Published: Thu 1 Feb 2001 05:02 PM
Major Electricity Users’ Group (MEUG)
Claims Of Decreases In Electricity Distribution Charges Need To Be Considered Cautiously
“The recently published report by Cap Gemini Ernst & Young “New Zealand Electricity Distribution Company Analysis – 2000 Information Disclosure states average distribution charges reduced by about 2% between the years ending 31 March 1999 and 31 March 2000, and after an assessment of missing data, the reduction is estimated at about 5% in real terms” noted Ralph Matthes, Executive Director of the Major Electricity Users’ Group.
“The report explains that this result is not based on publicly disclosed information, but from Cap Gemini Ernst & Young’s assessment of missing data.

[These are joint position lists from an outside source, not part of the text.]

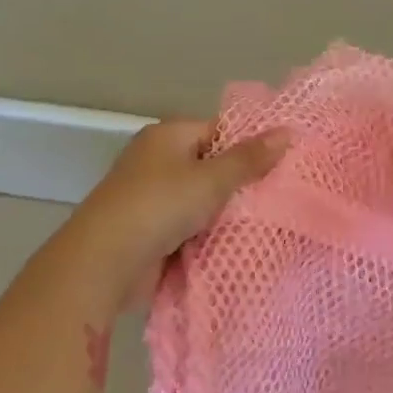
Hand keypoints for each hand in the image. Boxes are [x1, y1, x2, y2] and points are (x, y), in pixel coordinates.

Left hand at [67, 118, 288, 306]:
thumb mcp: (210, 179)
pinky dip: (209, 236)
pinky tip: (240, 245)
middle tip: (283, 197)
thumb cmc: (159, 207)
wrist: (105, 262)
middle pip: (211, 167)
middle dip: (241, 185)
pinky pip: (191, 228)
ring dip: (226, 215)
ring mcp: (153, 198)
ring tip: (271, 223)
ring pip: (203, 202)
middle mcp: (158, 161)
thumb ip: (248, 159)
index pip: (219, 130)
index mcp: (167, 136)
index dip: (250, 146)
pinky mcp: (153, 232)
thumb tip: (287, 131)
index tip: (284, 165)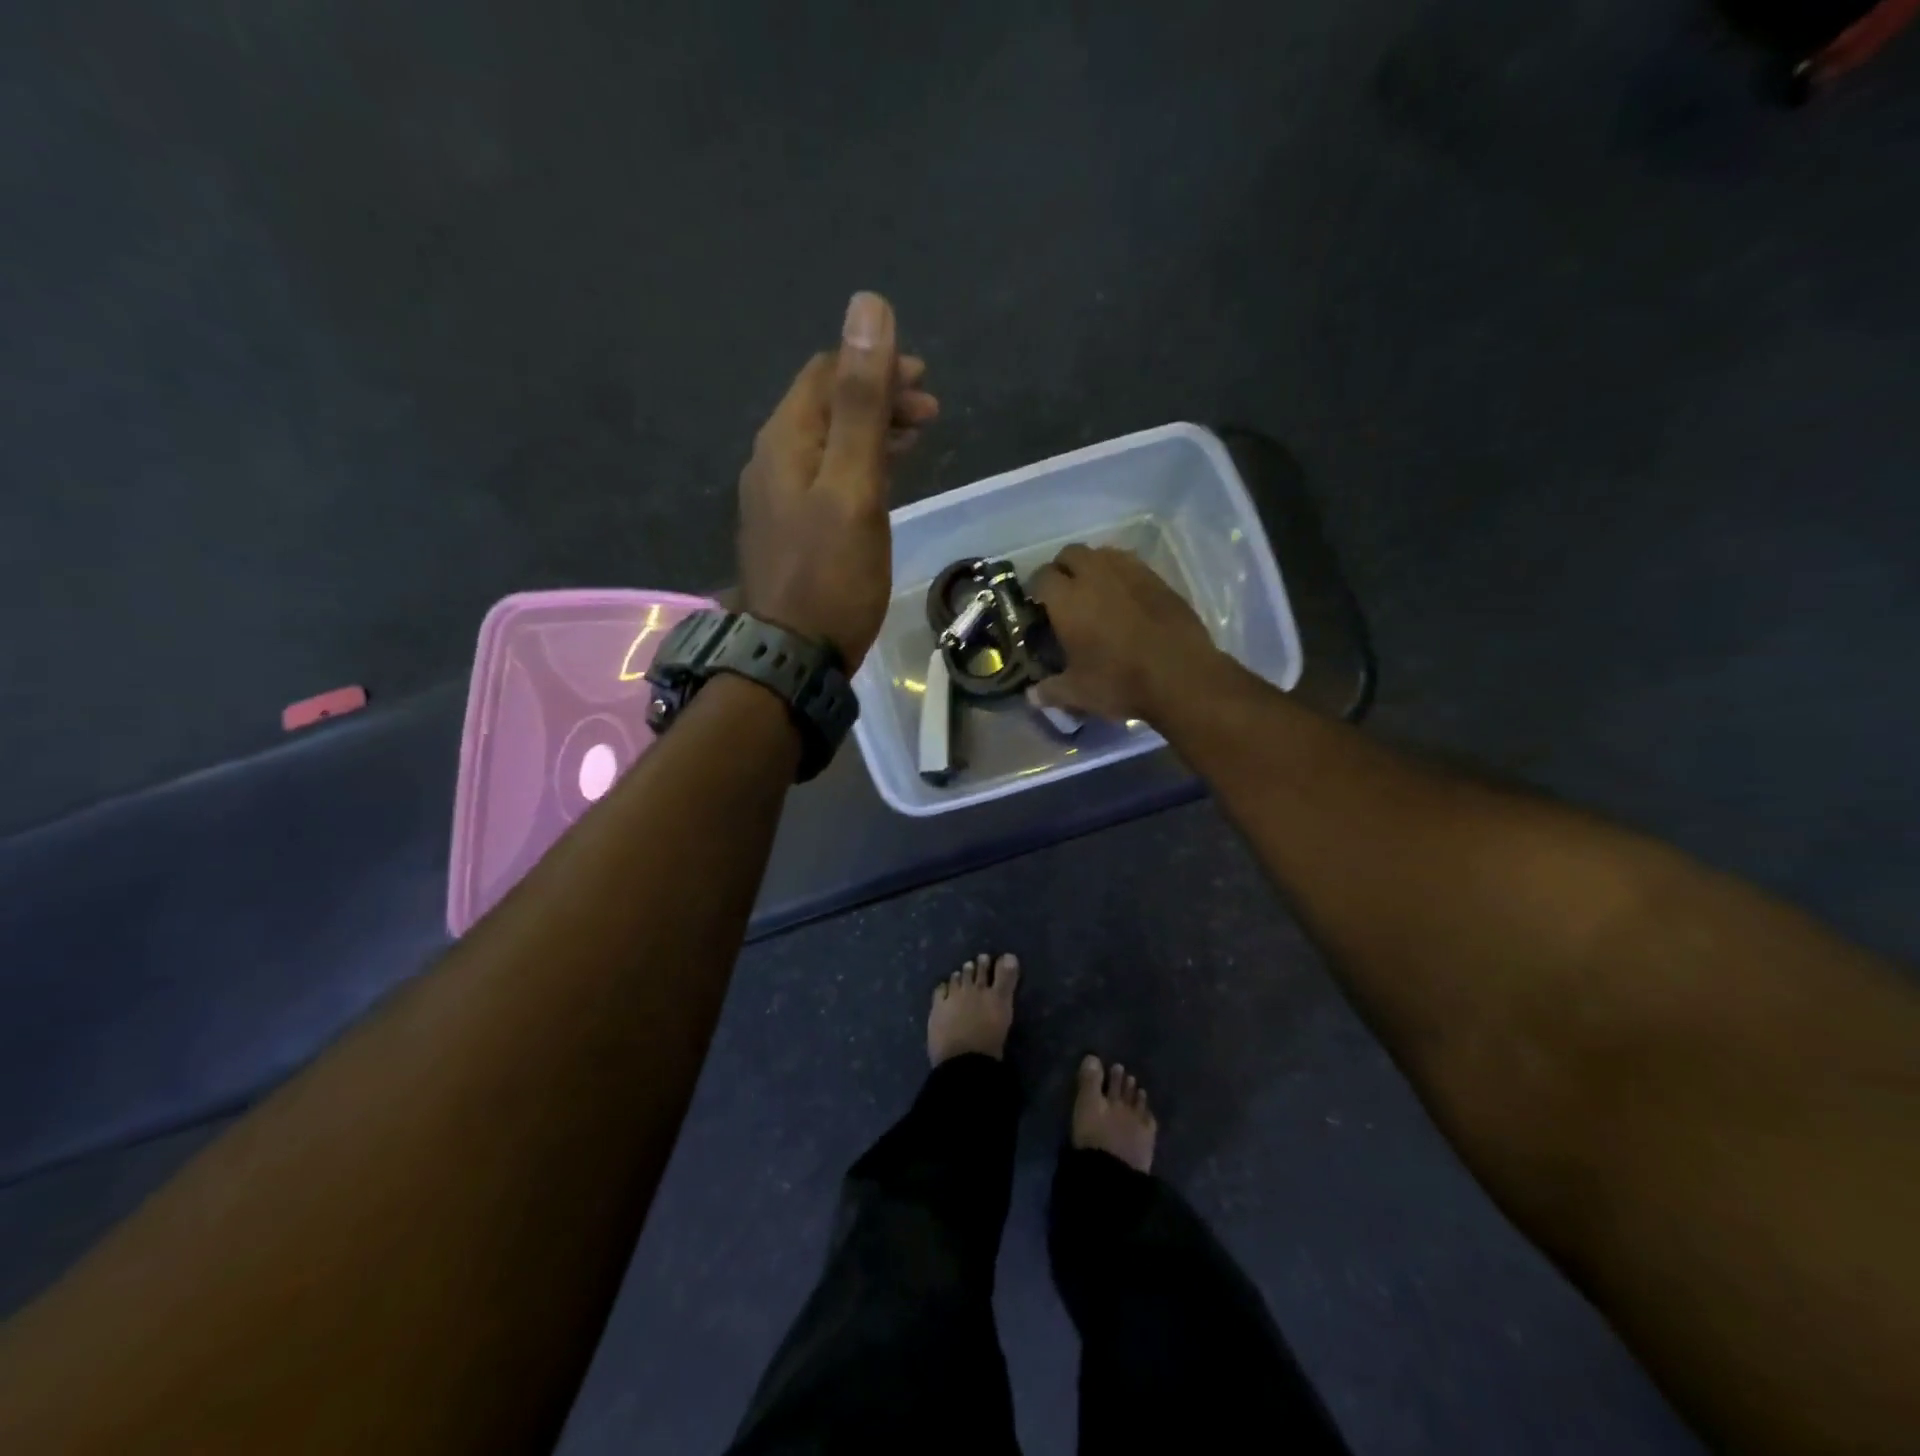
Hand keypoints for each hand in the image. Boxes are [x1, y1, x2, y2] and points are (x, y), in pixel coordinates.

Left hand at [738, 292, 938, 667]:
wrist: (792, 656)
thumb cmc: (831, 575)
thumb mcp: (854, 486)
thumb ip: (862, 402)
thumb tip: (868, 307)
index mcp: (785, 440)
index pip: (826, 374)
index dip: (875, 365)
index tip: (924, 383)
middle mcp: (772, 460)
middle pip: (826, 407)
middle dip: (878, 397)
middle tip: (930, 413)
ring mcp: (777, 499)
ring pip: (827, 444)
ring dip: (871, 432)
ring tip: (916, 439)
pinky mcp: (789, 531)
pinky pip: (824, 479)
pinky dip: (857, 467)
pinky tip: (880, 483)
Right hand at [1029, 545, 1218, 721]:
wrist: (1181, 675)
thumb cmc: (1120, 682)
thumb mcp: (1078, 693)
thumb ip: (1050, 690)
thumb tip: (1031, 695)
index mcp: (1067, 599)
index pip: (1041, 577)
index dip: (1035, 589)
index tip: (1037, 605)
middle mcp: (1095, 574)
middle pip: (1070, 553)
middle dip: (1062, 569)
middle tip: (1063, 595)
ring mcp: (1130, 572)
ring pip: (1102, 553)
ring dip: (1092, 566)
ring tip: (1094, 592)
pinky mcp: (1157, 578)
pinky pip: (1130, 564)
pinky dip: (1120, 574)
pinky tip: (1125, 598)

The missing data problem arises because information for distribution companies acquired by other line companies during 1998/99 was not available. Another problem with the data is that some information released in 1998/99 was incorrectly allocated for example understating revenues and overstating costs. The result is that assessing changes in aggregate distribution costs is difficult, hence caution needs to be exercised in accepting the claimed 5% reduction in real terms in distribution charges. It is an unfortunate reality that the simple comparison between line company revenue in 1998/99 compared with line company revenue 1999/00 is not available. This means that claims of good behaviour become highly questionable and the results reported by Cap Gemini Ernst & Young cannot be replicated using audited and public information.
“A better picture of whether line charges have decreased or increased is to examine individual line company distribution revenues (net of Transpower charges passed through and all other non line charge revenue) where there have been no acquisitions . Using the information in Cap Gemini Ernst & Young’s reports these show the following significant increases in distribution charges:
Line monopoly 1998/99 Distribution charges 1999/00 Distribution charges Increase in charges paid by consumers Percentage Increase in charges paid by consumers
Orion $89.9m $97.8m +$7.9m +9%
Northpower $13.3m $16.6m +3.2m +25%
Eastland $11.5m $14.3m +$2.8m +24%
Top Energy $8.5m $11.0m +$2.5m +29%
Marlborough Lines $7.9m $9.7m +1.8m +23%
.“The above is a sample only and it should be acknowledged that some distribution companies decreased distribution charges over the same period.
“One explanation for these increases in distribution charge revenues is that energy volumes transported increased, which along with no or little change in line tariffs, meant line companies made windfall increases in revenue. It appears some monopolies passed this windfall back to consumers and others did not.
“Care also needs to be taken in accepting the claim of an average 5% reduction in distribution charges because it has been calculated on a unit cost basis (c/kWh), therefore given no change in charges the effect of rising energy volumes would decrease unit rates in any case.
“Therefore the claim of an average 5% reduction in distribution charges needs to be tempered by the validity of any assessment of “missing data”, the significant increases in monopoly line charge revenue by some individual companies whereas other monopolies managed to lower aggregate revenues and the effect of increasing volumes reducing reported unit costs” concluded Mr Matthes.